Set down, exactly as written, the line containing "Serialize what can" and all the lines that follow it to the end of the entries below, omitting every picture.

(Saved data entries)
Start of Block

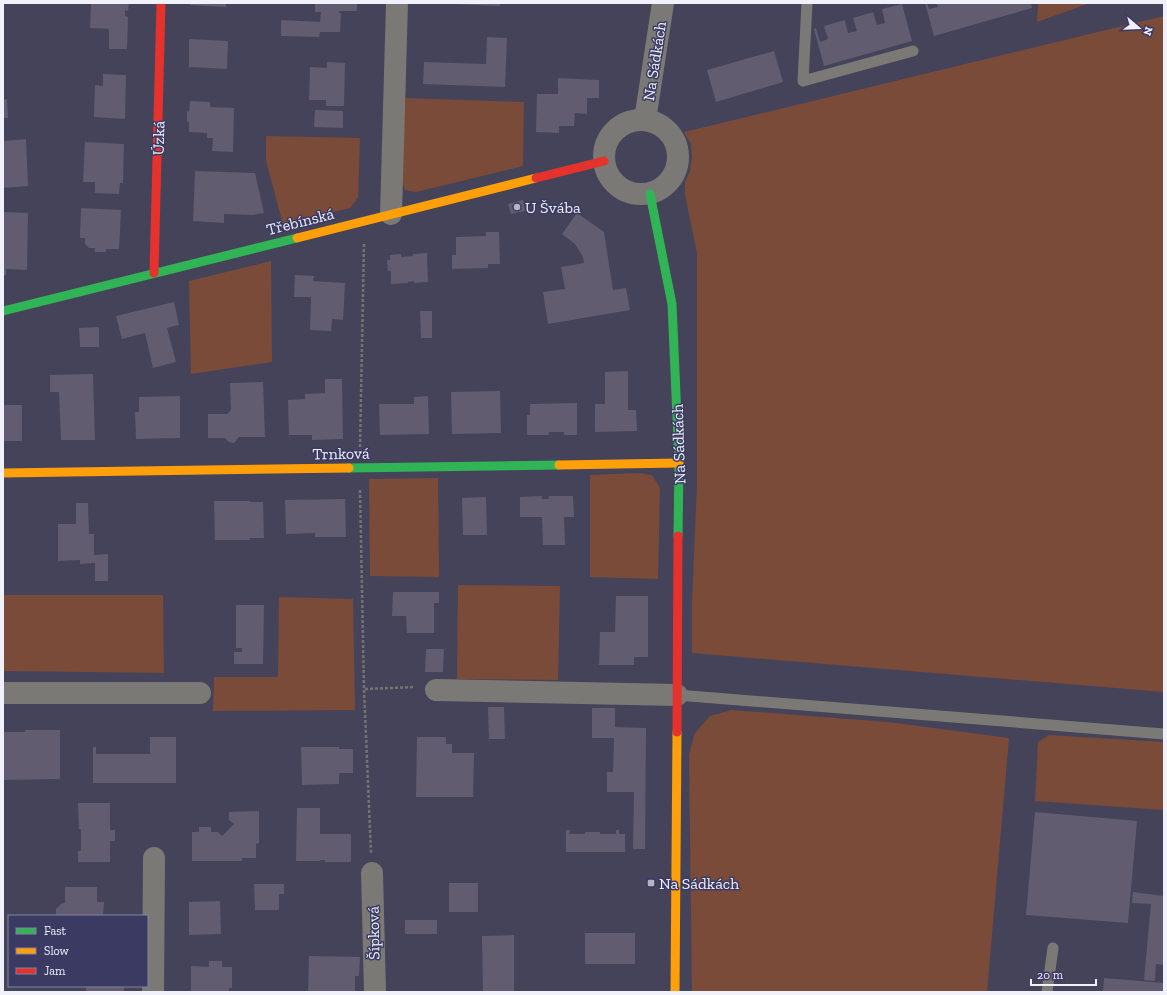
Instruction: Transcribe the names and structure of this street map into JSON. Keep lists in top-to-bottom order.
{
  "streets": {
    "street": [
      "Na Sádkách",
      "Úzká",
      "Třebínská",
      "Trnková",
      "Šípková"
    ]
  },
  "crossings": [
    ["Na Sádkách", "Třebínská"],
    ["Na Sádkách", "Trnková"],
    ["Úzká", "Třebínská"]
  ],
  "places": {
    "other": ["U Švába"],
    "transit": ["Na Sádkách"]
  },
  "legend": ["Fast", "Slow", "Jam"],
  "scale_bar": "20 m",
  "north": "right"
}
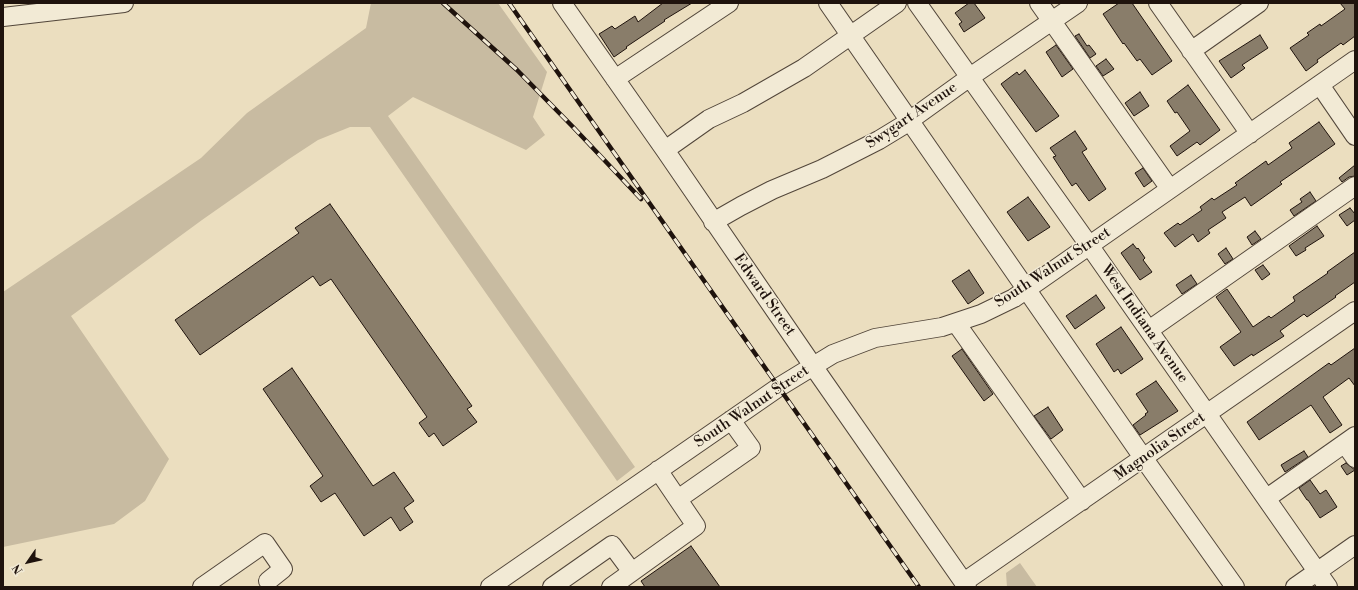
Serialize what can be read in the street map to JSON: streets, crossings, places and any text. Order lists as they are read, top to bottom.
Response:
{
  "streets": {
    "street": [
      "Swygart Avenue",
      "South Walnut Street",
      "Edward Street",
      "West Indiana Avenue",
      "Magnolia Street"
    ]
  },
  "crossings": [
    ["Swygart Avenue", "Edward Street"],
    ["Swygart Avenue", "West Indiana Avenue"],
    ["South Walnut Street", "Edward Street"],
    ["South Walnut Street", "West Indiana Avenue"],
    ["Edward Street", "Magnolia Street"],
    ["West Indiana Avenue", "Magnolia Street"]
  ],
  "north": "bottom left"
}
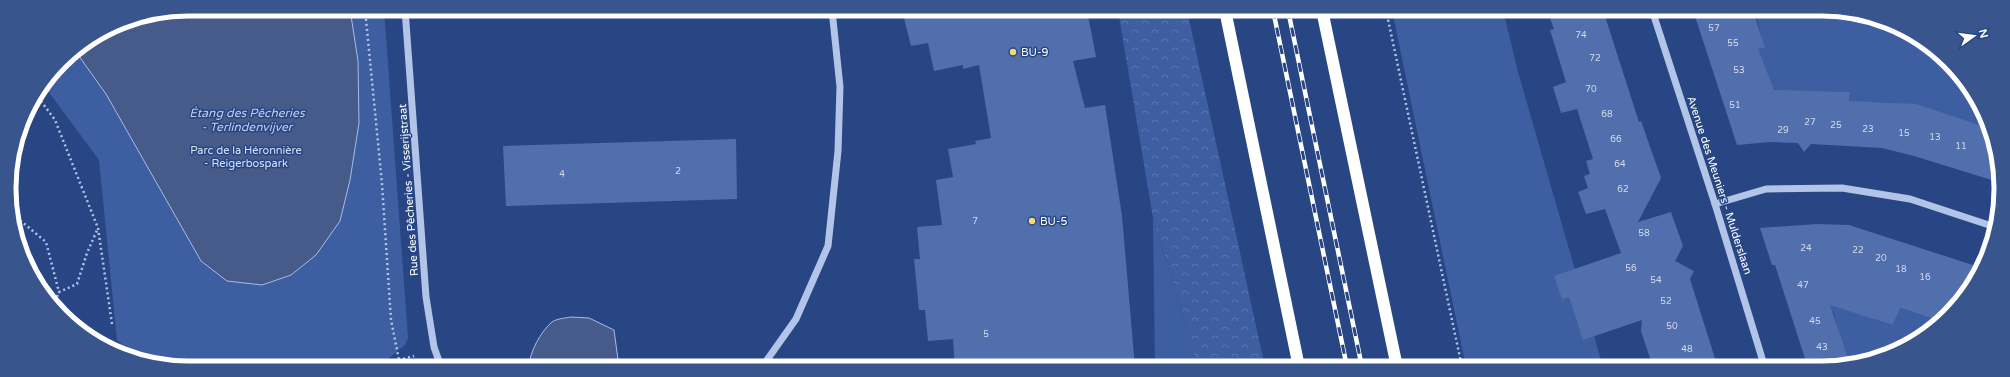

End of Block

__WRITTEN ANSWER__:
Serialize what can be read in the street map to JSON: streets, crossings, places and any text. Order lists as they are read, top to bottom.
Response:
{
  "streets": {
    "street": [
      "Swygart Avenue",
      "South Walnut Street",
      "Edward Street",
      "West Indiana Avenue",
      "Magnolia Street"
    ]
  },
  "crossings": [
    ["Swygart Avenue", "Edward Street"],
    ["Swygart Avenue", "West Indiana Avenue"],
    ["South Walnut Street", "Edward Street"],
    ["South Walnut Street", "West Indiana Avenue"],
    ["Edward Street", "Magnolia Street"],
    ["West Indiana Avenue", "Magnolia Street"]
  ],
  "north": "bottom left"
}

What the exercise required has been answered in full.